Q: What kind of variations are we talking about in these oscillations?

Imagine this: under perfect conditions, you’d expect your household voltage to be a stable 230 volts RMS at 50 Hz. But in today’s evolving grid, things aren’t always so straightforward.

With the introduction of inverter-based resources, we’re noticing sub-synchronous and super-synchronous oscillations.

Now, these aren’t your typical oscillations from synchronous generators, which, as I mentioned, we’ve pretty much got down to a science. These new oscillations arise from control interactions between inverter-based resources and the system.

For instance, inverters bring their own control systems, and when they interact with the grid, it can result in these sub-synchronous and super-synchronous oscillations. What’s more, the potential instability in their control can magnify these effects.

The frequency, voltage, and even the waveform can vary, introducing these unique oscillation patterns.

Factors influencing these oscillations include the number and types of inverters, the resilience of the system, the characteristics of transmission lines, and the tuning of controllers. This becomes especially complex given that every inverter might come with its unique control philosophy, depending on its manufacturer.

Our project aims to dissect these issues, helping us understand and mitigate these oscillation patterns better.

Q: How damaging to an electricity grid can these oscillations be?

Here’s the crux: if these oscillations spiral out of control, they can tip the system into instability.

Sure, if they remain consistent and within limits, it’s like, “Okay, we can work with this.” But the moment they start amplifying, that’s when alarms should go off.

We might have to cut off a part of the network or, in dire situations, face a full-blown cascade failure.

Our aim is to catch these potential problems early, even before an asset joins the network. If we can identify a risk, we can loop in the vendor and sort it out before it becomes an actual problem.

And because the grid evolves, we need to stay on our toes, ready to adapt when an inverter starts acting up due to new changes.

Q: What is the tool that you are developing?

Ah, now we’re diving into the heart of it.

Typically, when we connect assets to the network, there’s a suite of tests we conduct – the [AEMO] GPS or Generator Performance Studies. These are largely time-domain analyses, which give us one piece of the puzzle. But there’s another crucial dimension we’ve been looking into: the frequency domain.

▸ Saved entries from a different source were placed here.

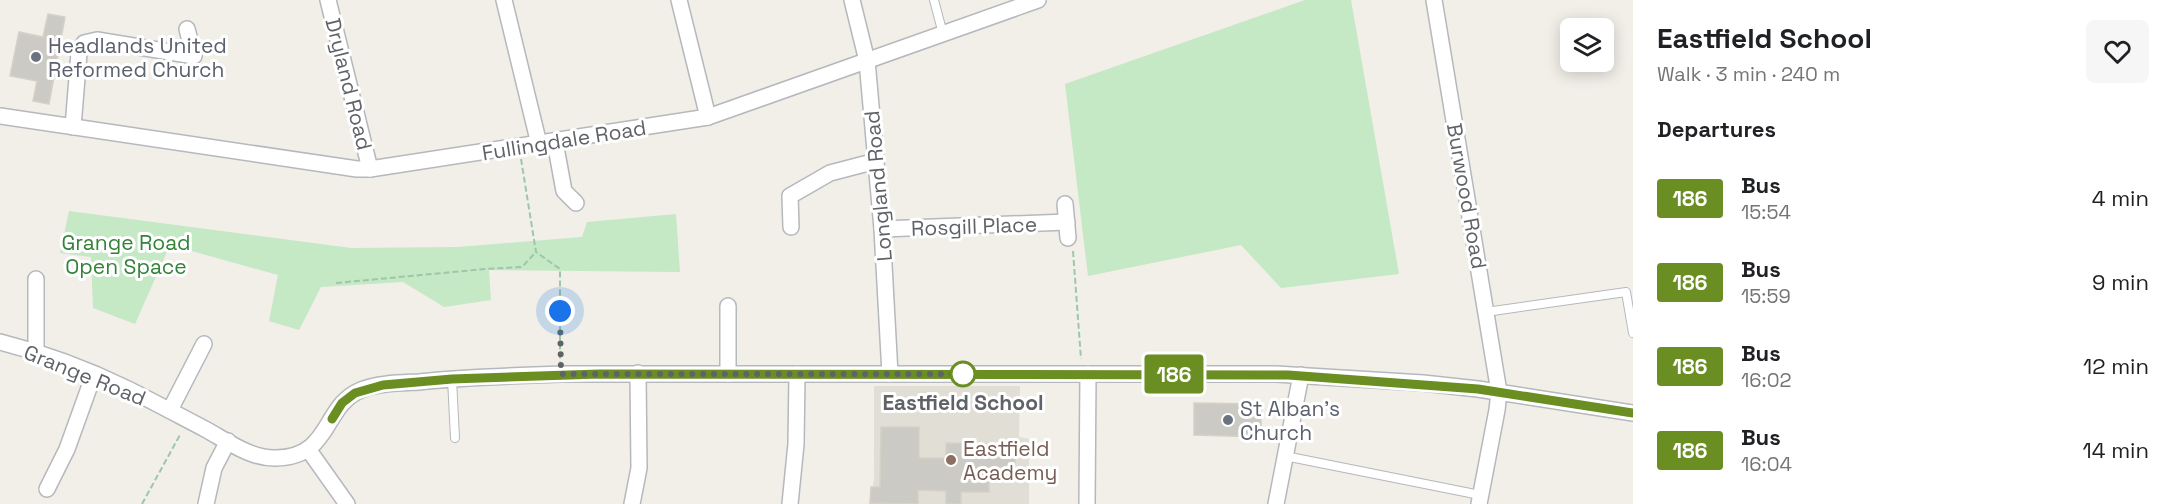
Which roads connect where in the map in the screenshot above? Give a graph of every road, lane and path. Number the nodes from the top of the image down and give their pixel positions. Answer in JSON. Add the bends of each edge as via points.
{"nodes":[{"id":1,"x":328,"y":0,"type":"edge"},
{"id":2,"x":504,"y":0,"type":"edge"},
{"id":3,"x":679,"y":0,"type":"edge"},
{"id":4,"x":852,"y":0,"type":"edge"},
{"id":5,"x":934,"y":0,"type":"edge"},
{"id":6,"x":1434,"y":0,"type":"edge"},
{"id":7,"x":1031,"y":1,"type":"edge"},
{"id":8,"x":187,"y":29,"type":"dead end"},
{"id":9,"x":943,"y":34,"type":"junction"},
{"id":10,"x":867,"y":61,"type":"junction"},
{"id":11,"x":0,"y":116,"type":"edge"},
{"id":12,"x":708,"y":117,"type":"junction"},
{"id":13,"x":73,"y":127,"type":"junction"},
{"id":14,"x":555,"y":142,"type":"junction"},
{"id":15,"x":539,"y":144,"type":"junction"},
{"id":16,"x":519,"y":147,"type":"junction"},
{"id":17,"x":876,"y":160,"type":"junction"},
{"id":18,"x":370,"y":169,"type":"junction"},
{"id":19,"x":576,"y":203,"type":"dead end"},
{"id":20,"x":1065,"y":204,"type":"dead end"},
{"id":21,"x":1067,"y":222,"type":"junction"},
{"id":22,"x":791,"y":227,"type":"dead end"},
{"id":23,"x":882,"y":229,"type":"junction"},
{"id":24,"x":1068,"y":238,"type":"joint"},
{"id":25,"x":536,"y":252,"type":"junction"},
{"id":26,"x":36,"y":279,"type":"dead end"},
{"id":27,"x":336,"y":284,"type":"dead end"},
{"id":28,"x":728,"y":306,"type":"dead end"},
{"id":29,"x":1486,"y":312,"type":"junction"},
{"id":30,"x":1633,"y":333,"type":"edge"},
{"id":31,"x":0,"y":342,"type":"edge"},
{"id":32,"x":204,"y":344,"type":"dead end"},
{"id":33,"x":36,"y":352,"type":"junction"},
{"id":34,"x":638,"y":373,"type":"junction"},
{"id":35,"x":94,"y":374,"type":"junction"},
{"id":36,"x":561,"y":374,"type":"junction"},
{"id":37,"x":728,"y":374,"type":"junction"},
{"id":38,"x":797,"y":374,"type":"junction"},
{"id":39,"x":890,"y":374,"type":"junction"},
{"id":40,"x":1085,"y":374,"type":"junction"},
{"id":41,"x":1300,"y":375,"type":"junction"},
{"id":42,"x":452,"y":379,"type":"junction"},
{"id":43,"x":1498,"y":392,"type":"junction"},
{"id":44,"x":170,"y":410,"type":"junction"},
{"id":45,"x":1633,"y":413,"type":"edge"},
{"id":46,"x":188,"y":420,"type":"junction"},
{"id":47,"x":455,"y":438,"type":"dead end"},
{"id":48,"x":228,"y":441,"type":"junction"},
{"id":49,"x":308,"y":449,"type":"junction"},
{"id":50,"x":1286,"y":456,"type":"junction"},
{"id":51,"x":47,"y":489,"type":"dead end"},
{"id":52,"x":1479,"y":499,"type":"edge"},
{"id":53,"x":142,"y":504,"type":"edge"},
{"id":54,"x":206,"y":504,"type":"edge"},
{"id":55,"x":347,"y":504,"type":"edge"},
{"id":56,"x":632,"y":504,"type":"edge"},
{"id":57,"x":790,"y":504,"type":"edge"},
{"id":58,"x":1087,"y":504,"type":"edge"},
{"id":59,"x":1276,"y":504,"type":"edge"}],
"edges":[{"from":1,"to":18,"type":"street","name":"Dryland Road"},
{"from":2,"to":15,"type":"street"},
{"from":3,"to":12,"type":"street"},
{"from":4,"to":10,"type":"street","name":"Longland Road"},
{"from":5,"to":9,"type":"lane"},
{"from":6,"to":29,"type":"street","name":"Burwood Road"},
{"from":7,"to":9,"type":"street","name":"Fullingdale Road"},
{"from":8,"to":13,"type":"street","via":[[194,56],[97,40],[84,43],[79,53]]},
{"from":9,"to":10,"type":"street","name":"Fullingdale Road"},
{"from":10,"to":12,"type":"street","name":"Fullingdale Road"},
{"from":10,"to":17,"type":"street","name":"Longland Road"},
{"from":11,"to":13,"type":"street","name":"Fullingdale Road"},
{"from":12,"to":14,"type":"street","name":"Fullingdale Road"},
{"from":13,"to":18,"type":"street","name":"Fullingdale Road"},
{"from":14,"to":15,"type":"street","name":"Fullingdale Road"},
{"from":14,"to":19,"type":"street","via":[[564,191]]},
{"from":15,"to":16,"type":"street","name":"Fullingdale Road"},
{"from":16,"to":18,"type":"street","name":"Fullingdale Road"},
{"from":16,"to":25,"type":"path"},
{"from":17,"to":22,"type":"street","via":[[830,173],[790,196]]},
{"from":17,"to":23,"type":"street","name":"Longland Road"},
{"from":20,"to":21,"type":"street"},
{"from":21,"to":23,"type":"street","name":"Rosgill Place"},
{"from":21,"to":24,"type":"street"},
{"from":23,"to":39,"type":"street","name":"Longland Road"},
{"from":24,"to":40,"type":"path","via":[[1073,243]]},
{"from":25,"to":27,"type":"path","via":[[522,267]]},
{"from":25,"to":36,"type":"path","via":[[560,269]]},
{"from":26,"to":33,"type":"street"},
{"from":28,"to":37,"type":"street"},
{"from":29,"to":30,"type":"lane","via":[[1626,292]]},
{"from":29,"to":43,"type":"street","name":"Burwood Road"},
{"from":31,"to":33,"type":"street","name":"Grange Road"},
{"from":32,"to":44,"type":"street","name":"Grange Road"},
{"from":33,"to":35,"type":"street","name":"Grange Road"},
{"from":34,"to":36,"type":"street"},
{"from":34,"to":37,"type":"street"},
{"from":34,"to":56,"type":"street","via":[[639,462]]},
{"from":35,"to":44,"type":"street","name":"Grange Road"},
{"from":35,"to":51,"type":"street","via":[[67,449]]},
{"from":36,"to":42,"type":"street"},
{"from":37,"to":38,"type":"street"},
{"from":38,"to":39,"type":"street"},
{"from":38,"to":57,"type":"street"},
{"from":39,"to":40,"type":"street"},
{"from":40,"to":41,"type":"street"},
{"from":40,"to":58,"type":"street"},
{"from":41,"to":43,"type":"street"},
{"from":41,"to":50,"type":"street"},
{"from":42,"to":47,"type":"lane"},
{"from":42,"to":49,"type":"street","via":[[362,390],[342,403],[321,437]]},
{"from":43,"to":45,"type":"street"},
{"from":43,"to":52,"type":"street","name":"Burwood Road"},
{"from":44,"to":46,"type":"street","name":"Grange Road"},
{"from":46,"to":48,"type":"street","name":"Grange Road"},
{"from":46,"to":53,"type":"path"},
{"from":48,"to":49,"type":"street","name":"Grange Road","via":[[264,457],[287,457]]},
{"from":48,"to":54,"type":"street","via":[[214,468]]},
{"from":49,"to":55,"type":"street"},
{"from":50,"to":52,"type":"lane"},
{"from":50,"to":59,"type":"street"}]}
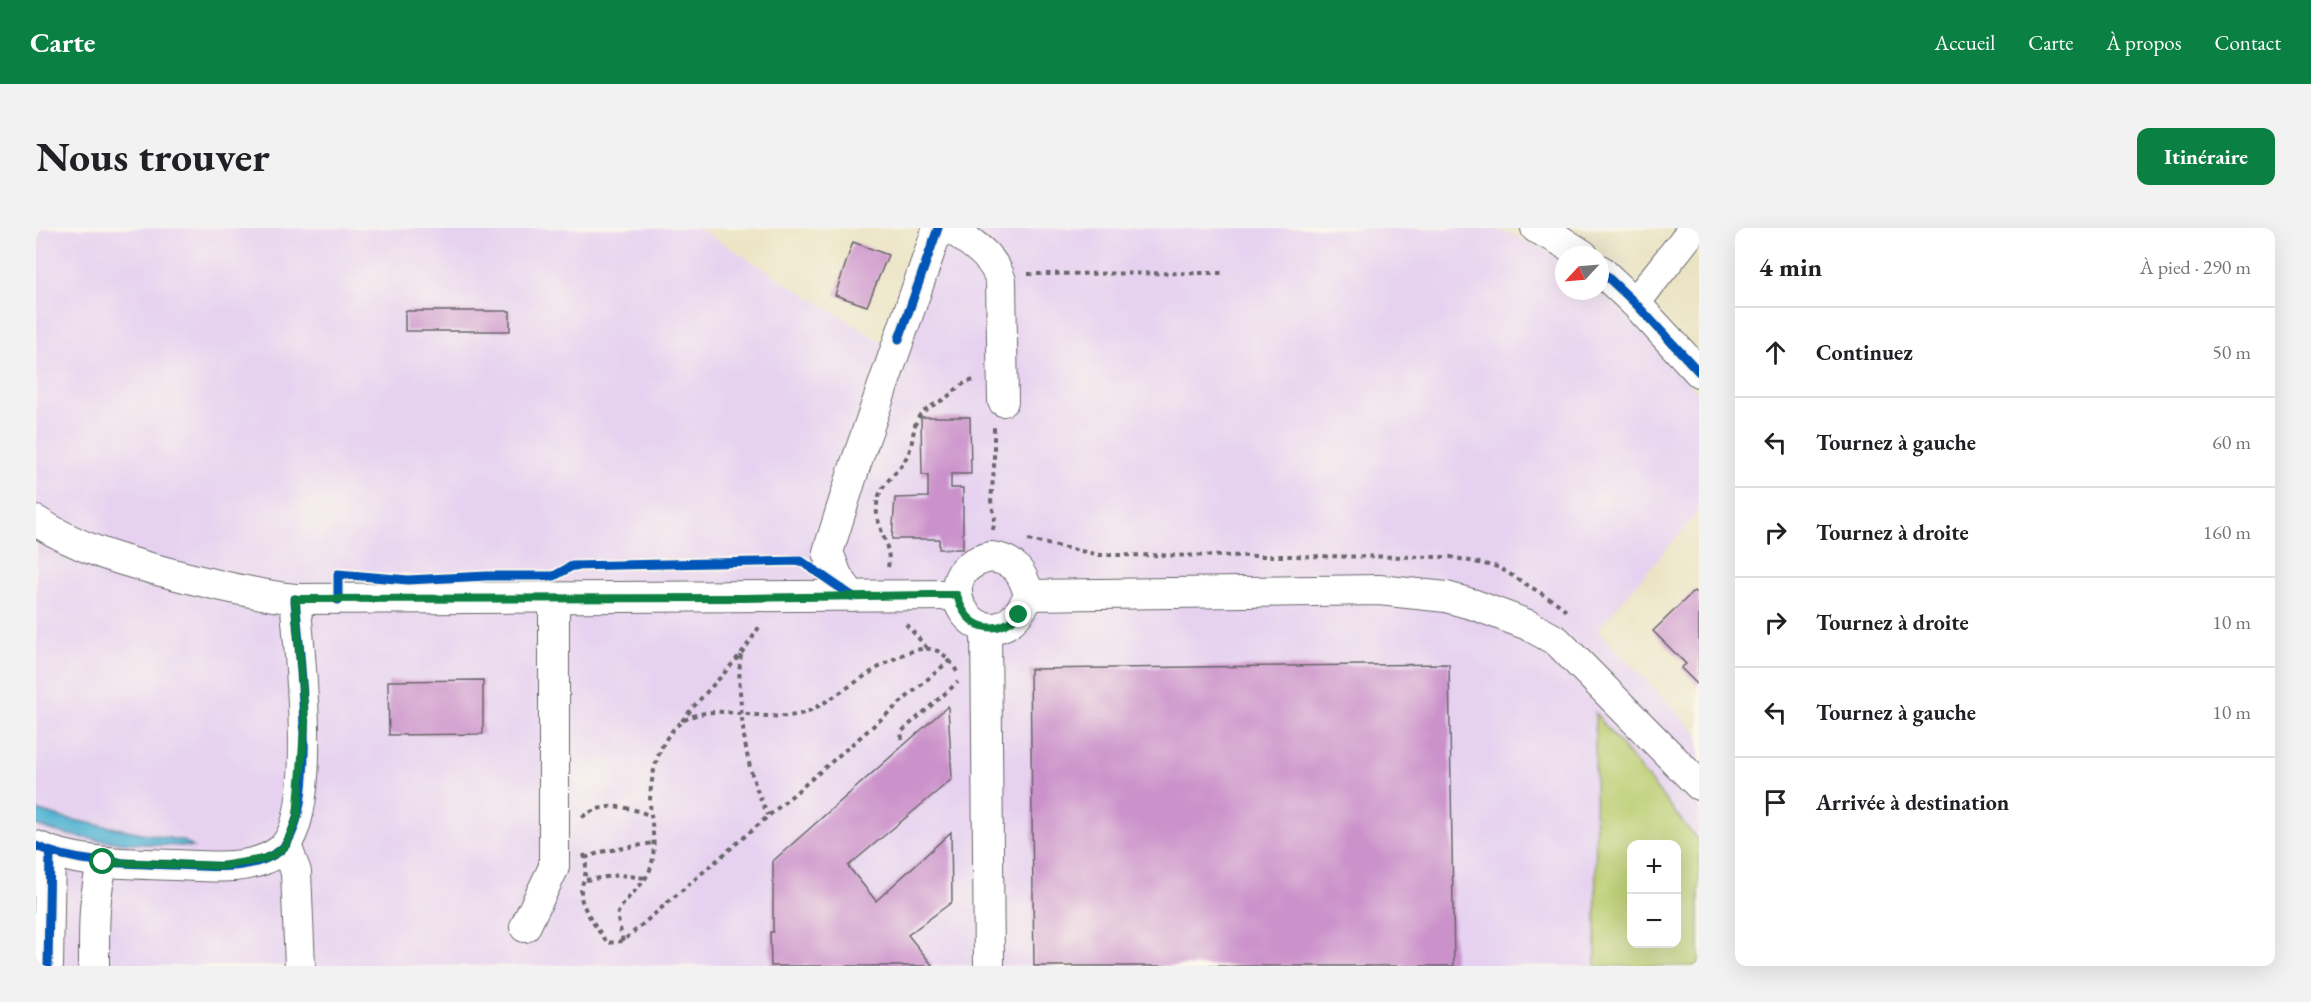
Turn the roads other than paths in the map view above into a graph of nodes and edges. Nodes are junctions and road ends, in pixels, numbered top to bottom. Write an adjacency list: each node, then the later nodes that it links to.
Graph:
1 (938, 228): 13 (street)
2 (951, 228): 9 (street)
3 (1536, 228): 5 (street)
4 (1694, 228): 7 (street)
5 (1569, 246)
6 (1609, 278): 7 (street)
7 (1635, 303): 8 (street)
8 (1699, 372)
9 (1003, 401)
10 (36, 521): 15 (street)
11 (957, 595): 12 (street); 13 (street); 16 (street)
12 (1029, 595): 16 (street); 17 (street)
13 (866, 596): 14 (street)
14 (554, 598): 15 (street); 21 (street)
15 (295, 599): 18 (street)
16 (986, 627): 25 (street)
17 (1699, 784)
18 (286, 845): 20 (street); 24 (street)
19 (43, 849): 20 (street); 22 (street)
20 (103, 862): 23 (street)
21 (525, 927)
22 (48, 966)
23 (94, 966)
24 (300, 966)
25 (988, 966)

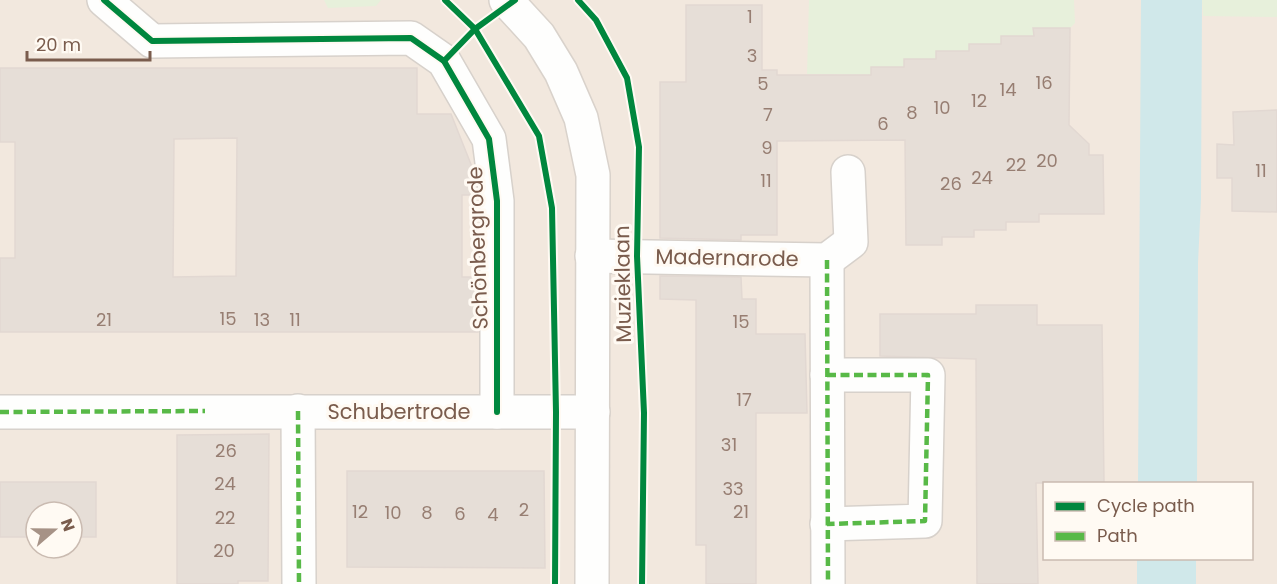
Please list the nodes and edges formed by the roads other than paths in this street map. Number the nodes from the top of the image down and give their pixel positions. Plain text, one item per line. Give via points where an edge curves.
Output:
1 (104, 0) edge
2 (506, 0) edge
3 (848, 172) dead end
4 (592, 256) junction
5 (827, 260) junction
6 (827, 375) junction
7 (297, 411) junction
8 (0, 412) edge
9 (497, 412) junction
10 (593, 412) junction
11 (827, 524) junction
12 (299, 584) edge
13 (592, 584) edge
14 (828, 584) edge

1 - 9 street, Schönbergrode via 152,41 411,38 444,61 489,139 497,201
2 - 4 street, Muzieklaan via 539,36 561,72 581,118 593,175
3 - 5 street, Madernarode via 851,242
4 - 5 street, Madernarode
4 - 10 street, Muzieklaan
5 - 6 street, Madernarode
6 - 11 street, Madernarode
6 - 11 street via 928,375 925,521
7 - 8 street, Schubertrode
7 - 9 street, Schubertrode
7 - 12 street, Schubertrode
9 - 10 street, Schubertrode
10 - 13 street, Muzieklaan
11 - 14 street, Madernarode

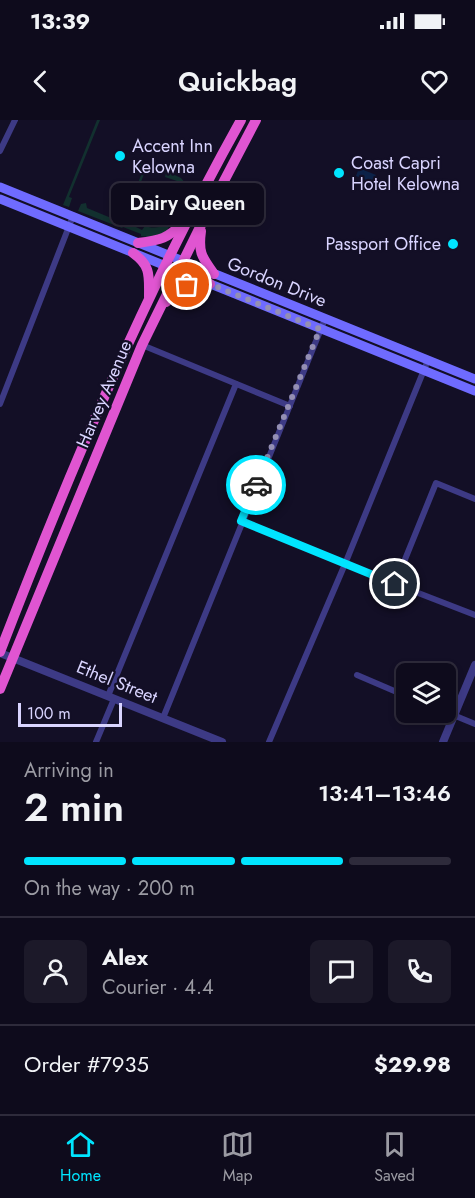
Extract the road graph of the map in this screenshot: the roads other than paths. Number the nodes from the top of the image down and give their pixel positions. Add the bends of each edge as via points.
1 (15, 120) edge
2 (241, 120) edge
3 (256, 120) edge
4 (0, 151) edge
5 (0, 187) edge
6 (0, 199) edge
7 (191, 215) junction
8 (73, 216) junction
9 (202, 222) junction
10 (69, 227) junction
11 (135, 248) junction
12 (168, 261) junction
13 (180, 266) junction
14 (212, 279) junction
15 (149, 300) junction
16 (161, 306) junction
17 (325, 319) junction
18 (320, 329) junction
19 (142, 345) junction
20 (428, 360) junction
21 (424, 372) junction
22 (475, 379) edge
23 (236, 384) junction
24 (475, 391) edge
25 (0, 404) edge
26 (290, 406) junction
27 (475, 499) edge
28 (241, 521) junction
29 (345, 564) junction
30 (395, 584) junction
31 (475, 615) edge
32 (0, 652) edge
33 (12, 659) junction
34 (475, 665) edge
35 (357, 675) dead end
36 (0, 689) edge
37 (396, 692) edge
38 (111, 698) junction
39 (456, 702) edge
40 (456, 716) edge
41 (163, 718) junction
42 (448, 723) edge
43 (475, 724) edge
44 (212, 740) edge
45 (96, 742) edge
46 (222, 742) edge
47 (269, 742) edge
48 (443, 742) edge

1 - 4 street
2 - 7 highway, Harvey Avenue
3 - 9 highway, Harvey Avenue
5 - 8 main road, Gordon Drive
6 - 10 main road, Gordon Drive
7 - 11 highway via 171,235
7 - 12 highway, Harvey Avenue
8 - 10 street
8 - 11 main road, Gordon Drive
9 - 13 highway, Harvey Avenue
9 - 14 highway via 199,247
10 - 11 main road, Gordon Drive
10 - 25 street
11 - 12 main road, Gordon Drive
11 - 15 highway via 148,270
12 - 13 main road, Gordon Drive
12 - 15 highway, Harvey Avenue
13 - 14 main road, Gordon Drive
13 - 16 highway, Harvey Avenue
14 - 16 highway via 187,285
14 - 17 main road, Gordon Drive
14 - 18 main road, Gordon Drive
15 - 32 highway, Harvey Avenue via 96,415
16 - 19 highway, Harvey Avenue
17 - 18 street
17 - 20 main road, Gordon Drive
18 - 21 main road, Gordon Drive
18 - 26 street
19 - 23 street
19 - 33 highway, Harvey Avenue
20 - 21 street
20 - 22 main road, Gordon Drive
21 - 24 main road, Gordon Drive
21 - 29 street
23 - 26 street
23 - 38 street
26 - 28 street
27 - 30 street via 436,483
28 - 29 street
28 - 41 street
29 - 30 street
29 - 47 street
30 - 31 street
32 - 33 street, Ethel Street
33 - 36 highway, Harvey Avenue
33 - 38 street, Ethel Street
34 - 39 street
35 - 37 street
38 - 41 street, Ethel Street
38 - 45 street
40 - 43 street
41 - 44 street, Ethel Street
42 - 48 street
44 - 46 street, Ethel Street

Our tool is fundamentally a frequency-domain tool. Instead of merely relying on time-domain studies, this tool focuses on the impedance of inverter-based resources and the grid they’re connecting to, all within the frequency domain.

By identifying and analysing these impedances, we can delve deeper into potential instabilities or interactions that might arise.

Think of it as a magnifying glass that can spot the sources of instability by assessing the interactions between the grid and the inverters in the frequency spectrum.

And the AEMO tests? They’re great, but our tool brings an added layer of depth and precision. By integrating this tool into platforms like PSCAD (Power Systems Computer Aided Design), we aim to offer grid operators and inverter designers a more comprehensive analysis.

In essence, it’s about pinpointing oscillations and potential issues by looking at the entire picture – both in time and frequency. This not only provides a clearer understanding but also speeds up the connection application process, ensuring that every piece of equipment behaves harmoniously with the network.